Polaroid x530 recalled!|
(Friday, April 15, 2005 - 11:04 EDT)
We just received an email from an anonymous reader telling us that the Polaroid x530 digital camera has been recalled in the United Kingdom.
Although sold under the Polaroid brand, the x530 is actually manufactured by Hong Kong-based World Wide Licenses Ltd (WWL). During Polaroid's bankruptcy proceedings in 2002, the company gave WWL an exclusive license to sell Polaroid-branded digital cameras. Amongst a number of cameras WWL sells under the agreement, the x530 is particularly interesting because it is the first point-and-shoot model to be based on a Foveon X3 CMOS image sensor.
Unlike most image sensors which employ a patterned filter over the imager to allow it to capture one color value for each pixel location (either red, green or blue), Foveon's X3 sensors are capable of detecting values for all three colors at every pixel location. Further background information on X3 image sensors can be found in our coverage of the technology announcement.
A phone call to the UK office of World Wide Licenses Ltd. confirmed that the camera is being recalled.

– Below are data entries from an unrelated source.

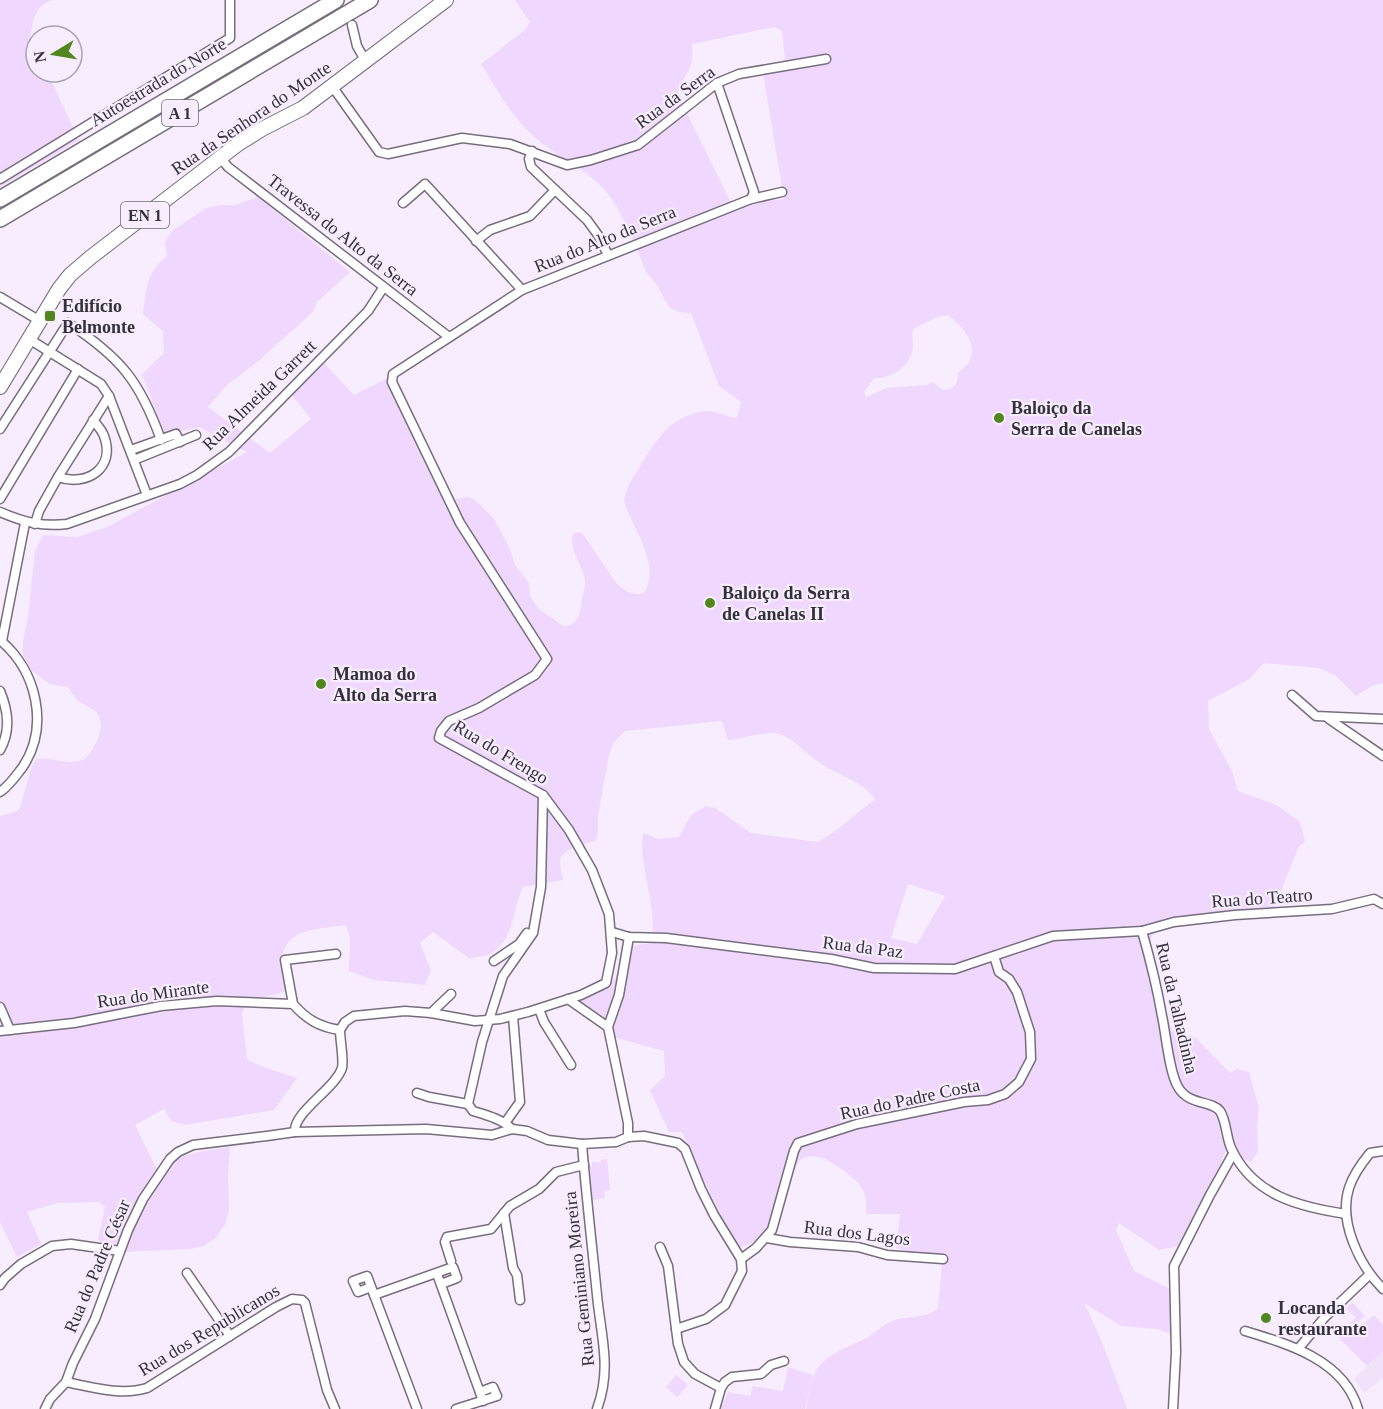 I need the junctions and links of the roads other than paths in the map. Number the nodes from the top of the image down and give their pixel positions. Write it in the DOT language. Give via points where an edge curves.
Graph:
graph roads {
  1 [pos="230,0"];
  2 [pos="336,0"];
  3 [pos="370,0"];
  4 [pos="446,0"];
  5 [pos="352,25"];
  6 [pos="826,59"];
  7 [pos="365,60"];
  8 [pos="717,83"];
  9 [pos="332,86"];
  10 [pos="532,151"];
  11 [pos="220,157"];
  12 [pos="0,179"];
  13 [pos="555,190"];
  14 [pos="782,192"];
  15 [pos="0,199"];
  16 [pos="751,199"];
  17 [pos="403,203"];
  18 [pos="0,219"];
  19 [pos="476,241"];
  20 [pos="608,255"];
  21 [pos="383,288"];
  22 [pos="522,290"];
  23 [pos="0,297"];
  24 [pos="40,321"];
  25 [pos="449,337"];
  26 [pos="29,339"];
  27 [pos="49,351"];
  28 [pos="78,369"];
  29 [pos="0,387"];
  30 [pos="109,396"];
  31 [pos="93,420"];
  32 [pos="0,429"];
  33 [pos="196,435"];
  34 [pos="161,440"];
  35 [pos="180,442"];
  36 [pos="131,450"];
  37 [pos="134,460"];
  38 [pos="58,477"];
  39 [pos="147,495"];
  40 [pos="0,499"];
  41 [pos="0,512"];
  42 [pos="30,523"];
  43 [pos="1,641"];
  44 [pos="0,691"];
  45 [pos="1292,695"];
  46 [pos="1327,717"];
  47 [pos="1383,719"];
  48 [pos="0,750"];
  49 [pos="1383,756"];
  50 [pos="0,792"];
  51 [pos="543,795"];
  52 [pos="1383,904"];
  53 [pos="536,919"];
  54 [pos="1142,931"];
  55 [pos="612,932"];
  56 [pos="628,936"];
  57 [pos="336,954"];
  58 [pos="994,956"];
  59 [pos="494,961"];
  60 [pos="451,994"];
  61 [pos="568,999"];
  62 [pos="293,1004"];
  63 [pos="0,1007"];
  64 [pos="539,1009"];
  65 [pos="431,1013"];
  66 [pos="513,1016"];
  67 [pos="490,1019"];
  68 [pos="608,1027"];
  69 [pos="10,1030"];
  70 [pos="340,1030"];
  71 [pos="0,1031"];
  72 [pos="571,1065"];
  73 [pos="417,1093"];
  74 [pos="468,1104"];
  75 [pos="508,1126"];
  76 [pos="295,1132"];
  77 [pos="628,1137"];
  78 [pos="582,1144"];
  79 [pos="1383,1151"];
  80 [pos="1233,1154"];
  81 [pos="584,1165"];
  82 [pos="504,1213"];
  83 [pos="1346,1214"];
  84 [pos="767,1238"];
  85 [pos="660,1247"];
  86 [pos="120,1251"];
  87 [pos="741,1259"];
  88 [pos="943,1259"];
  89 [pos="452,1264"];
  90 [pos="187,1273"];
  91 [pos="437,1274"];
  92 [pos="1369,1275"];
  93 [pos="441,1284"];
  94 [pos="0,1285"];
  95 [pos="1383,1289"];
  96 [pos="520,1300"];
  97 [pos="676,1329"];
  98 [pos="1245,1331"];
  99 [pos="230,1336"];
  100 [pos="1298,1349"];
  101 [pos="784,1361"];
  102 [pos="66,1382"];
  103 [pos="721,1388"];
  104 [pos="480,1392"];
  105 [pos="483,1401"];
  106 [pos="45,1409"];
  107 [pos="335,1409"];
  108 [pos="417,1409"];
  109 [pos="456,1409"];
  110 [pos="597,1409"];
  111 [pos="716,1409"];
  112 [pos="1173,1409"];
  113 [pos="1358,1409"];
  1 -- 12 [label="street" via="230,38"];
  2 -- 15 [label="highway, Autoestrada do Norte / A 1"];
  3 -- 18 [label="highway, Autoestrada do Norte / A 1"];
  4 -- 7 [label="main road, Rua da Senhora do Monte / EN 1"];
  5 -- 7 [label="street"];
  6 -- 8 [label="street, Rua da Serra" via="739,74"];
  7 -- 9 [label="main road, Rua da Senhora do Monte / EN 1"];
  8 -- 10 [label="street, Rua da Serra" via="638,145 567,165"];
  8 -- 16 [label="street" via="754,192"];
  9 -- 10 [label="street, Rua da Serra" via="379,152 388,154 462,138"];
  9 -- 11 [label="main road, Rua da Senhora do Monte / EN 1" via="303,108"];
  10 -- 13 [label="street" via="531,167"];
  11 -- 21 [label="street, Travessa do Alto da Serra"];
  11 -- 24 [label="main road, Rua da Senhora do Monte / EN 1" via="70,275"];
  13 -- 19 [label="street" via="530,216 490,230"];
  13 -- 20 [label="street" via="598,234"];
  14 -- 16 [label="street, Rua do Alto da Serra"];
  16 -- 20 [label="street, Rua do Alto da Serra"];
  17 -- 19 [label="street" via="425,184"];
  19 -- 22 [label="street"];
  20 -- 22 [label="street, Rua do Alto da Serra"];
  21 -- 25 [label="street, Travessa do Alto da Serra"];
  21 -- 39 [label="street, Rua Almeida Garrett" via="368,311 229,452 180,484"];
  22 -- 25 [label="street, Rua do Alto da Serra"];
  23 -- 24 [label="street"];
  24 -- 26 [label="main road, Rua da Senhora do Monte / EN 1"];
  25 -- 51 [label="street, Rua do Frengo" via="393,374 392,382 460,523 547,659 535,675 449,722 440,738"];
  26 -- 27 [label="street"];
  26 -- 29 [label="main road, Rua da Senhora do Monte / EN 1"];
  27 -- 28 [label="street"];
  27 -- 32 [label="street"];
  27 -- 34 [label="street" via="68,323 94,340 116,358 136,385"];
  28 -- 30 [label="street" via="101,384"];
  28 -- 40 [label="street"];
  30 -- 31 [label="street"];
  30 -- 36 [label="street"];
  31 -- 38 [label="street"];
  31 -- 38 [label="street" via="104,436 105,457 100,468 94,476 84,479"];
  33 -- 35 [label="street"];
  34 -- 35 [label="street" via="176,435"];
  34 -- 36 [label="street"];
  35 -- 37 [label="street"];
  36 -- 37 [label="street"];
  37 -- 39 [label="street"];
  38 -- 42 [label="street"];
  39 -- 42 [label="street, Rua Almeida Garrett" via="78,521 50,526"];
  41 -- 42 [label="street, Rua Almeida Garrett"];
  42 -- 43 [label="street"];
  43 -- 50 [label="street" via="16,656 32,684 37,723 35,745 13,781"];
  44 -- 48 [label="street" via="7,711 5,742"];
  45 -- 46 [label="street" via="1316,717"];
  46 -- 47 [label="street"];
  46 -- 49 [label="street"];
  51 -- 53 [label="street"];
  51 -- 55 [label="street, Rua do Frengo" via="592,870"];
  52 -- 54 [label="street, Rua do Teatro" via="1374,899 1332,909 1174,922"];
  53 -- 59 [label="street" via="519,944"];
  53 -- 67 [label="street" via="533,933 503,976"];
  54 -- 58 [label="street, Rua da Paz" via="1053,936"];
  54 -- 80 [label="street, Rua da Talhadinha" via="1177,1086 1190,1100 1220,1112"];
  55 -- 56 [label="street, Rua da Paz"];
  55 -- 61 [label="street, Rua do Frengo" via="606,983"];
  56 -- 58 [label="street, Rua da Paz" via="831,959 874,968 955,969"];
  56 -- 68 [label="street" via="619,995"];
  57 -- 62 [label="street" via="285,960"];
  58 -- 84 [label="street, Rua do Padre Costa" via="999,972 1017,992 1030,1032 1031,1059 1020,1082 1005,1094 988,1100 964,1101 857,1124 798,1143"];
  60 -- 65 [label="street"];
  61 -- 64 [label="street, Rua do Frengo"];
  61 -- 68 [label="street"];
  62 -- 69 [label="street, Rua do Mirante" via="217,1001 160,1006 74,1023"];
  62 -- 70 [label="street" via="304,1017"];
  63 -- 69 [label="street"];
  64 -- 66 [label="street"];
  64 -- 72 [label="street"];
  65 -- 67 [label="street" via="476,1021"];
  65 -- 70 [label="street" via="405,1011 354,1016"];
  66 -- 67 [label="street"];
  66 -- 75 [label="street" via="520,1102"];
  67 -- 74 [label="street"];
  68 -- 77 [label="street"];
  69 -- 71 [label="street, Rua do Mirante"];
  70 -- 76 [label="street" via="343,1065 300,1118"];
  73 -- 74 [label="street"];
  74 -- 75 [label="street" via="473,1111"];
  75 -- 76 [label="street, Rua do Padre César" via="492,1135 426,1129"];
  75 -- 78 [label="street" via="548,1140"];
  76 -- 86 [label="street, Rua do Padre César" via="193,1146 178,1152 143,1199"];
  77 -- 78 [label="street" via="616,1142"];
  77 -- 87 [label="street" via="663,1138 685,1149 701,1190"];
  78 -- 81 [label="street, Rua Geminiano Moreira"];
  79 -- 83 [label="street" via="1370,1153 1358,1168 1348,1189"];
  80 -- 83 [label="street" via="1251,1179 1267,1191 1293,1203"];
  80 -- 112 [label="street" via="1174,1266"];
  81 -- 82 [label="street" via="556,1172"];
  81 -- 110 [label="street, Rua Geminiano Moreira" via="606,1364"];
  82 -- 89 [label="street" via="491,1229 447,1237"];
  82 -- 96 [label="street"];
  83 -- 92 [label="street"];
  84 -- 87 [label="street"];
  84 -- 88 [label="street, Rua dos Lagos"];
  85 -- 97 [label="street" via="668,1266"];
  86 -- 94 [label="street" via="71,1244 52,1246 21,1264"];
  86 -- 102 [label="street, Rua do Padre César"];
  87 -- 97 [label="street" via="742,1271 725,1305 706,1319"];
  89 -- 91 [label="street"];
  89 -- 93 [label="street" via="457,1278"];
  90 -- 99 [label="street"];
  91 -- 93 [label="street"];
  91 -- 108 [label="street" via="372,1291"];
  92 -- 95 [label="street"];
  92 -- 100 [label="street"];
  93 -- 104 [label="street"];
  97 -- 103 [label="street" via="680,1353 689,1369"];
  98 -- 100 [label="street"];
  99 -- 102 [label="street, Rua dos Republicanos" via="141,1390 117,1391"];
  99 -- 107 [label="street, Rua dos Republicanos" via="276,1307 302,1300"];
  100 -- 113 [label="street" via="1341,1378 1355,1397"];
  101 -- 103 [label="street" via="761,1374 732,1377"];
  102 -- 106 [label="street, Rua do Padre César"];
  103 -- 111 [label="street"];
  104 -- 105 [label="street"];
  104 -- 105 [label="street" via="493,1387 497,1396"];
  105 -- 109 [label="street"];
}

Our anonymous reader told us that the company explained the recall was due to "image quality problems"; WWL told us simply that there was a "firmware issue". The camera has been withdrawn from retailers in the UK, and customers who have already received an x530 are being asked to return it to the retailer for a refund. We were told that the x530 will be re-released, but WWL could not give a firm date as to when this would happen.
The news honestly isn't very surprising; we noted ourselves on seeing the first samples from the camera that image quality was subpar. It is likely that the recall is intended to address the problems with noise and/or color problems we noted in these early samples. The camera's firmware will play a large part in determining both variables. WWL can hopefully reign in the noise without adversely affecting image sharpness, and fix the color casts some images seemed to show in highlight / shadow areas.
It seems unlikely, however, that anything can / will be done in firmware to address the lens-related problems we noted in the samples, including significant barrel distortion, purple fringing and vignetting. (Techniques do exist to combat such problems in firmware, but they'd need to be designed into the camera from day one, and given reports we've heard of the x530 being slow to operate, it seems unlikely the necessary processor power is available to take on any extra tasks).
The Polaroid x530 was first announced in February 2004, and originally planned to ship in June 2004. The first cameras finally began shipping a few days ago, after eight months of delays. The x530 is somewhat controversial for the fact that its manufacturer (and indeed Foveon, which manufactures the image sensor) describe it as having a resolution of 4.5 megapixels - even though the sensor itself records only 1.5 megapixels of luminance resolution (and indeed, the product manual apparently states that the optimum image resolution for prints is 1.5 megapixels - not the interpolated 4.5 megapixel resolution).